O.K. Now i understand.

> The code for the *basic* API is something like this.
>
> Example: program (within) one page:
>
> cyg_nand_page_program(cyg_nand_t *nand,
>                       const void *data, size_t len,
>                       size_t col, size_t row,
>                       const void *spare, size_t spare_len)
>
> must implement the ONFI command sequence for page program. So, it is  
> essentially implemented as follows:
>
>    nand->cmd(nand, 0x80);
>    nand->addr(nand, col, row);
>    nand->program_data(nand, data, len);
>    nand->goto_addr(nand, spare_offset, row);
>    nand->program_data(nand, spare, spare_len);
>    nand->cmd(nand, 0x10);
>    nand->await_status(nand, 6);
>
> where the indirect calls are implemented by the specific controller.
>
> A minimal set of other calls would be:
>    cyg_nand_page_read()
>    cyg_nand_block_erase()
>    cyg_nand_bad_block_...()
>    cyg_nand_chip_select(nand, chip_number)
>    cyg_nand_init()

Given this API, what does the device filenames /dev/nand0/1 have to do
with anything. How do i get from a file descriptor returned with
open() to a cyg_nand_t * nand structure? Do file descriptors and /dev/
files make any sense? The NOR devices don't do this?
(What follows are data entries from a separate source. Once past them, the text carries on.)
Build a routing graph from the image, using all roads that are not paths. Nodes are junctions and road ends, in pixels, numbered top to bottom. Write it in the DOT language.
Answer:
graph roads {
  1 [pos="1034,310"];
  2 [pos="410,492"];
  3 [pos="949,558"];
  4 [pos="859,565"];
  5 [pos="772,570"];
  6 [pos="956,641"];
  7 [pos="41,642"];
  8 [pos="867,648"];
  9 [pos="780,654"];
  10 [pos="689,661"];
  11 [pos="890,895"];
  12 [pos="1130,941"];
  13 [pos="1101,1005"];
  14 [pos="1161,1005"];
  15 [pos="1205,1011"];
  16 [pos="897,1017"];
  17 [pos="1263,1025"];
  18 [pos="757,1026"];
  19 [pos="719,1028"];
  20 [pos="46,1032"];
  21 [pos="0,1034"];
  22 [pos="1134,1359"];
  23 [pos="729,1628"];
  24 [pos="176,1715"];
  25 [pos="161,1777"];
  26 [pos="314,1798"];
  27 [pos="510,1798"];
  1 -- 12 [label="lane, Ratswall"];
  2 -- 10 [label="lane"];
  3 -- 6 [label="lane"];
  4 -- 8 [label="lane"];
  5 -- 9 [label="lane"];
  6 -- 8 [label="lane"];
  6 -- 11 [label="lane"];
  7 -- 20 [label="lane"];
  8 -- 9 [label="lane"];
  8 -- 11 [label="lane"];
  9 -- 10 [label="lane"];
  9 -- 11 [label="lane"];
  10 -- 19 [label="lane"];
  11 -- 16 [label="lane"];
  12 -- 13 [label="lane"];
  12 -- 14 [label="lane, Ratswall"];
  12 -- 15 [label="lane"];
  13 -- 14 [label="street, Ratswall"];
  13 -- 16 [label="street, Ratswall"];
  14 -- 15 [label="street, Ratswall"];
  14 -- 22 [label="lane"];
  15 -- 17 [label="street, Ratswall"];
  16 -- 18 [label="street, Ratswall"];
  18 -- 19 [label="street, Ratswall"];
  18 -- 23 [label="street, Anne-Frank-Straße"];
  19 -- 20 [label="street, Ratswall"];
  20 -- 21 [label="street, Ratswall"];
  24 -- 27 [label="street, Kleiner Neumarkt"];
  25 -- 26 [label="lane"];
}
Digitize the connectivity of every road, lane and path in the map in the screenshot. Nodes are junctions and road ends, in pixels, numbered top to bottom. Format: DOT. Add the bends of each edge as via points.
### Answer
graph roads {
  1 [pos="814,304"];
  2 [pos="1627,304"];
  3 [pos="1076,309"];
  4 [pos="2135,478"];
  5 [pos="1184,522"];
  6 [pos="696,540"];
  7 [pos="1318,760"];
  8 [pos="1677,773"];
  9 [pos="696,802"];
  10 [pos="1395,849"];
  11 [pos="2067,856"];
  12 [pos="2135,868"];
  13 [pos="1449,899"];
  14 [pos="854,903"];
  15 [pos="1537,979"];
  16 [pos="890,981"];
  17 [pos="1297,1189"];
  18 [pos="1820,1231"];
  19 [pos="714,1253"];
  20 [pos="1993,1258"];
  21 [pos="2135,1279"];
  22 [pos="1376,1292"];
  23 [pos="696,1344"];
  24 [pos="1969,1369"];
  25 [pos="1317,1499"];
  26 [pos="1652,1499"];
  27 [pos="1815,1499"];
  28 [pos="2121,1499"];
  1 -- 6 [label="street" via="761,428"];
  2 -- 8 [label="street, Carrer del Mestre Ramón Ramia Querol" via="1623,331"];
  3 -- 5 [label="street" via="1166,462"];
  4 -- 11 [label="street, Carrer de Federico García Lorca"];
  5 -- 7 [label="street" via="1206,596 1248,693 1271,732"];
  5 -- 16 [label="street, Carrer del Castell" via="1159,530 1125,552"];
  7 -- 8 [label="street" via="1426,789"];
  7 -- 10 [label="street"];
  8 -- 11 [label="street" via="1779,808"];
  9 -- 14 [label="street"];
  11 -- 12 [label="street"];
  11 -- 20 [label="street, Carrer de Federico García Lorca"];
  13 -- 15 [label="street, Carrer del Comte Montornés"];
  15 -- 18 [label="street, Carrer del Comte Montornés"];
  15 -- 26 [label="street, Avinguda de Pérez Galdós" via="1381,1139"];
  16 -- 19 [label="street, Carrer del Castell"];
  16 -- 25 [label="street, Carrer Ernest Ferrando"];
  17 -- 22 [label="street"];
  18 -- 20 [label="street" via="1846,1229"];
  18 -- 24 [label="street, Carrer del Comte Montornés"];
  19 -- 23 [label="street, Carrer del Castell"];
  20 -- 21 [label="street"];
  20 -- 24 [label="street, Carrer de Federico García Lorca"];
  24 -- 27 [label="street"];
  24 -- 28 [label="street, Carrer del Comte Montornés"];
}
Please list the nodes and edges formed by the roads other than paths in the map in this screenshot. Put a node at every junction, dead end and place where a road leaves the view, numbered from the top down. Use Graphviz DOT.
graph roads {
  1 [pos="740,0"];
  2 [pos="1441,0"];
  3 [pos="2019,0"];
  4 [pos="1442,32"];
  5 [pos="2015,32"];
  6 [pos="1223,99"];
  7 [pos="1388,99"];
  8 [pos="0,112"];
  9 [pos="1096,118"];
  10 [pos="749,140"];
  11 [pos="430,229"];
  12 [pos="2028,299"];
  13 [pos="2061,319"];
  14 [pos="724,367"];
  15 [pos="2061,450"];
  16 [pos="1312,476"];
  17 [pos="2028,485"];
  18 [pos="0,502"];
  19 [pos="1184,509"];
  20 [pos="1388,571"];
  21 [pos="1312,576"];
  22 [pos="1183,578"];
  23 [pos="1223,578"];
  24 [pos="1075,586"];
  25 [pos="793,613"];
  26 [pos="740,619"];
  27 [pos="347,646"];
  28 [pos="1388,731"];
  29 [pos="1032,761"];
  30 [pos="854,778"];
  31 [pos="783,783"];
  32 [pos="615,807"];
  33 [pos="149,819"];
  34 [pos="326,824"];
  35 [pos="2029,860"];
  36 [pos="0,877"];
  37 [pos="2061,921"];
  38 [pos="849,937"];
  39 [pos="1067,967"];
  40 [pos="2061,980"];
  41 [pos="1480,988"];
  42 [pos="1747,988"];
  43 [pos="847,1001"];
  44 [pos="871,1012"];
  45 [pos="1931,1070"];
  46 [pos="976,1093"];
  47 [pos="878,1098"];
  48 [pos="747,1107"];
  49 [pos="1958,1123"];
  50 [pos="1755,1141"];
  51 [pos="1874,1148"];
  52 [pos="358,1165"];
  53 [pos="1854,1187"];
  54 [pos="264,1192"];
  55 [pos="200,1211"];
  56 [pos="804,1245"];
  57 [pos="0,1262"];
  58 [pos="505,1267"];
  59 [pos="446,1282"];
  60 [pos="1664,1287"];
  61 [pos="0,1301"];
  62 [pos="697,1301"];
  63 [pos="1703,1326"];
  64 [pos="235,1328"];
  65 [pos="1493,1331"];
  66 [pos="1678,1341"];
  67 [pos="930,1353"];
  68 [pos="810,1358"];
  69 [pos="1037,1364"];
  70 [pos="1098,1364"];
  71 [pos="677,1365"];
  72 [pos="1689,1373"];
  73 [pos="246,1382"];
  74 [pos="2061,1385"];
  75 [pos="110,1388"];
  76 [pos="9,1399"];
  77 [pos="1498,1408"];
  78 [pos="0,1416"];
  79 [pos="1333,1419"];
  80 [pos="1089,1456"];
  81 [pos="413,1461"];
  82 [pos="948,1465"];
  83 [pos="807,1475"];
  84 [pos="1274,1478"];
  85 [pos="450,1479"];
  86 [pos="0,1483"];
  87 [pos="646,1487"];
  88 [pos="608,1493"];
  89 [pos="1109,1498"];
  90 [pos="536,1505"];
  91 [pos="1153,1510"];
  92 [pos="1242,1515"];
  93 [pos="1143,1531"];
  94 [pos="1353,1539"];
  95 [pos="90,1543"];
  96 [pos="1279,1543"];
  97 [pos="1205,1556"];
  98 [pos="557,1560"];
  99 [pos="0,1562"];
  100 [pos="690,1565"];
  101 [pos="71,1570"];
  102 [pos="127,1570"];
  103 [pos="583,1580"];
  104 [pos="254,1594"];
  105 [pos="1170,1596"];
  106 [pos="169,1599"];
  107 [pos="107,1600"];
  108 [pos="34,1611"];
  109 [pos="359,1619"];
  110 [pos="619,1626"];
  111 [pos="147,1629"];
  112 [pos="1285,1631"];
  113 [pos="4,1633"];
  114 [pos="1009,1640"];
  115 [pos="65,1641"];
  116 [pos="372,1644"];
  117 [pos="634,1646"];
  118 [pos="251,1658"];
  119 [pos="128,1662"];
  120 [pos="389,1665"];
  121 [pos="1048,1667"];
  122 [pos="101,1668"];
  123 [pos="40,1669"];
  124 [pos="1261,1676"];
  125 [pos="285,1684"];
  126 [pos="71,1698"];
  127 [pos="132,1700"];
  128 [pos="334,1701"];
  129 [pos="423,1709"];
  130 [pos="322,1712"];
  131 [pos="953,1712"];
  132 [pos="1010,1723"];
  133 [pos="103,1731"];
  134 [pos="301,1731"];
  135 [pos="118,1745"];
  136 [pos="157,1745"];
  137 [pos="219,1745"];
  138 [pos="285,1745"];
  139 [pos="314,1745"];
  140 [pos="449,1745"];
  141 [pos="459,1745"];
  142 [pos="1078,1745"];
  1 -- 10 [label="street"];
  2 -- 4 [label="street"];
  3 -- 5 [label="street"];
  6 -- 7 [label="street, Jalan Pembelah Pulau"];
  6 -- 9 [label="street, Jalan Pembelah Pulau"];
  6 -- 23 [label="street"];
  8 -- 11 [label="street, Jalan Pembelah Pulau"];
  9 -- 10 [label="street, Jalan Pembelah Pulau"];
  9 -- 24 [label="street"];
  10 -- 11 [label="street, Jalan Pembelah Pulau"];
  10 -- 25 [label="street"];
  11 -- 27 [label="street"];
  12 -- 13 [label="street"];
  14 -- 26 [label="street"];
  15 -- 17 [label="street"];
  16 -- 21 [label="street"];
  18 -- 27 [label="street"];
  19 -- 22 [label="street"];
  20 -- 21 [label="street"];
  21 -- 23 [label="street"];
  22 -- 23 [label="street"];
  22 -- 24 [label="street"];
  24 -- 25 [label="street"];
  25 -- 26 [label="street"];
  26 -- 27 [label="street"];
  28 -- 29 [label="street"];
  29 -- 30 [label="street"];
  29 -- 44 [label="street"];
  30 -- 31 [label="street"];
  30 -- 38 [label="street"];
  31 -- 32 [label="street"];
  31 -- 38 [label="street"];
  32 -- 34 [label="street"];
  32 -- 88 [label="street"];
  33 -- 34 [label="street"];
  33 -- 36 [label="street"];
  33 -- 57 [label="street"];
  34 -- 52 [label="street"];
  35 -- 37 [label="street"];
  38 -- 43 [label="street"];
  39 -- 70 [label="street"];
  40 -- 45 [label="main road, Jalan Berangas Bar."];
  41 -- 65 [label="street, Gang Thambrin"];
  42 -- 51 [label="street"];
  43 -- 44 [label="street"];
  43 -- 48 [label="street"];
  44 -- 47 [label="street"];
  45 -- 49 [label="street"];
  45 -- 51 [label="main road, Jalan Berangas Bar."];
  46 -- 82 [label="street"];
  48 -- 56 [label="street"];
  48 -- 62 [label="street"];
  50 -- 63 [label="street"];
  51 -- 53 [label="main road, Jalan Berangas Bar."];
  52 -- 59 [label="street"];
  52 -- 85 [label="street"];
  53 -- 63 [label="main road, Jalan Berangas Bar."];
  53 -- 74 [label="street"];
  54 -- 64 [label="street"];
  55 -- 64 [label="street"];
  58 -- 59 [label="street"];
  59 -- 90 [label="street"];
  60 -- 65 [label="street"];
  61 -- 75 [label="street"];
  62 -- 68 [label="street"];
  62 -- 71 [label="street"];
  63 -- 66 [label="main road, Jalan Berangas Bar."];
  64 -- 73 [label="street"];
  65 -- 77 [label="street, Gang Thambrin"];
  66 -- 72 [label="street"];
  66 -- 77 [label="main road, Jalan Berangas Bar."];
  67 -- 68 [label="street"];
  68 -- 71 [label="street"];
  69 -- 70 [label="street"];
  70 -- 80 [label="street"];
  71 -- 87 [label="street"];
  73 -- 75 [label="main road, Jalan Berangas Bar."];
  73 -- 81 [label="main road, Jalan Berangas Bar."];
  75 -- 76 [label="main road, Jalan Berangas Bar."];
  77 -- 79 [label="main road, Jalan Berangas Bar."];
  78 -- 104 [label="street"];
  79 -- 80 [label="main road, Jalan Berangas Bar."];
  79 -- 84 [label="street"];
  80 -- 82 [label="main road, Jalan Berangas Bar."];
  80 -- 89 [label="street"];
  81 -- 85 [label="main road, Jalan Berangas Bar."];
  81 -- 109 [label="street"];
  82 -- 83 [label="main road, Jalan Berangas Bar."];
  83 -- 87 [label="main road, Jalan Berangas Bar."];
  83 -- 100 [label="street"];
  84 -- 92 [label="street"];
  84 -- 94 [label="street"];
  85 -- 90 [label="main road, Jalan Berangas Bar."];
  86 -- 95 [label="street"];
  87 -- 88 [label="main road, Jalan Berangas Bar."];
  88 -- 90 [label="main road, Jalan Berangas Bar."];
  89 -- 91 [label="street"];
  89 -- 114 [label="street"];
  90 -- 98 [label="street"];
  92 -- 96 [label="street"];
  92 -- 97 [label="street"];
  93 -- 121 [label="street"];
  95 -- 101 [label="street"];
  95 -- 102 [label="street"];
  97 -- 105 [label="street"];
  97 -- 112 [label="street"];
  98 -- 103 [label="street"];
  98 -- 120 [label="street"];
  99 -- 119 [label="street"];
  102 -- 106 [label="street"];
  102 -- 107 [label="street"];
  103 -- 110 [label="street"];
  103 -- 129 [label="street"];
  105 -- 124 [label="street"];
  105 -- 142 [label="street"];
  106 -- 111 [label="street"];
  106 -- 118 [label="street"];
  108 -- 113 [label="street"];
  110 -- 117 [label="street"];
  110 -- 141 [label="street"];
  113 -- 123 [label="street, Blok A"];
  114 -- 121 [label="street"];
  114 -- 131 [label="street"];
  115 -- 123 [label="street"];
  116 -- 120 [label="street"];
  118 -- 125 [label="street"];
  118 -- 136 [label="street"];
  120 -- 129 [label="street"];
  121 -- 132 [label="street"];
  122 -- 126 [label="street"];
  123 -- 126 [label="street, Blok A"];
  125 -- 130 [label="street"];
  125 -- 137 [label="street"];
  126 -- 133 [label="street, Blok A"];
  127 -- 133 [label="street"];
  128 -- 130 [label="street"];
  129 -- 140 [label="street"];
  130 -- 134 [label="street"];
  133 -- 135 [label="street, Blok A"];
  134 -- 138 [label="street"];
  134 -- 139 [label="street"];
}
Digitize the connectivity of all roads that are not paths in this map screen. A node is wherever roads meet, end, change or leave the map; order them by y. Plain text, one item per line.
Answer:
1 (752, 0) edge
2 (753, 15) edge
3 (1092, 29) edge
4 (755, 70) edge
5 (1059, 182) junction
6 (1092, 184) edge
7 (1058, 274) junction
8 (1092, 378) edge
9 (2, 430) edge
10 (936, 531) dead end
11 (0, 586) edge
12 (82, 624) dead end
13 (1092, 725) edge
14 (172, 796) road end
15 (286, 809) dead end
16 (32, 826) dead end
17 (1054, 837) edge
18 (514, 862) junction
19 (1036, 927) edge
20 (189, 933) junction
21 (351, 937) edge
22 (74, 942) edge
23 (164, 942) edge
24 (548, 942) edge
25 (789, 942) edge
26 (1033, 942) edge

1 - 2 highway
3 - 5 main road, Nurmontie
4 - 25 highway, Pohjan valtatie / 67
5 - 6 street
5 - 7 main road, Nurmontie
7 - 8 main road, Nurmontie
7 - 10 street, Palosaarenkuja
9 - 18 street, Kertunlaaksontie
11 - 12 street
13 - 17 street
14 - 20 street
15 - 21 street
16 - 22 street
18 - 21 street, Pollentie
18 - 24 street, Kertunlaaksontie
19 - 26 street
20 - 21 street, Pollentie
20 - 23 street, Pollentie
> I agree with your remark above that a higher-level API is also  
> desirable. For starters, if the nand chips have identical page/block  
> size, spare size, bus width, etc, we need only a thin layer to hide the  
> fact that there are multiple chips and possibly multiple controllers.  
> This would still fully expose bad blocks, spare and ECC handling. It  
> would allow YAFFS to run on one 'abstract NAND'.
>
> If we want to offer another layer that can hide the NAND-specific  
> nasties (spare, ECC, bad blocks) from the upper layer, more thought is  
> needed. ECC handling is not an issue, it can just be implemented. But  
> e.g. if we would want to present all the NANDs as one contiguous area,  
> one must handle blocks that go bad. One might use an indirection table  
> for that, and reserve blocks as backups. Or there might be different  
> solutions. How would one handle multiple writes to one page? Usually,  
> these are limited, a typical allowed value is 4 before an erase is  
> required. So that would require buffering, flushing, and/or relocation  
> of pages. What if we want to hide the fact that there are  
> pages/blocks/luns/chips? Then we must address the bytes in this abstract  
> NAND, but 32bit addresses will be insufficient.

Not necessarily bytes, but by blocks. We could define a block as being
512 bytes, and use a u32 to indicate which block to access. That would
allow access to i think 2TB. For an embedded system that is quite a
lot. Is 512 sensible? I have no idea.

> So, I agree that lots of thought is required for the fancier  
> higher-level APIs. But if we implement the basic API plus the extension  
> of abstracting away uniform chips, I think we can serve the most  
> important target: flash file systems like YAFFS.

YAFFS is interesting, but from a licensing point of view, it is
bad. It is pure GPL. We can never include it into the eCos tree.  We
should also be looking at support for JFFS2, which we can and do
import into eCos. People who are using Redboot as a Linux bootloader
will want the NAND implementation to the compatible with what linux
does so that they can boot there Linux kernel out of a NAND filesystem
with JFFS2. Taking this further, UBI and UBIFS is of interest for the
Linux world, however it has the same licensing problems as YAFFS.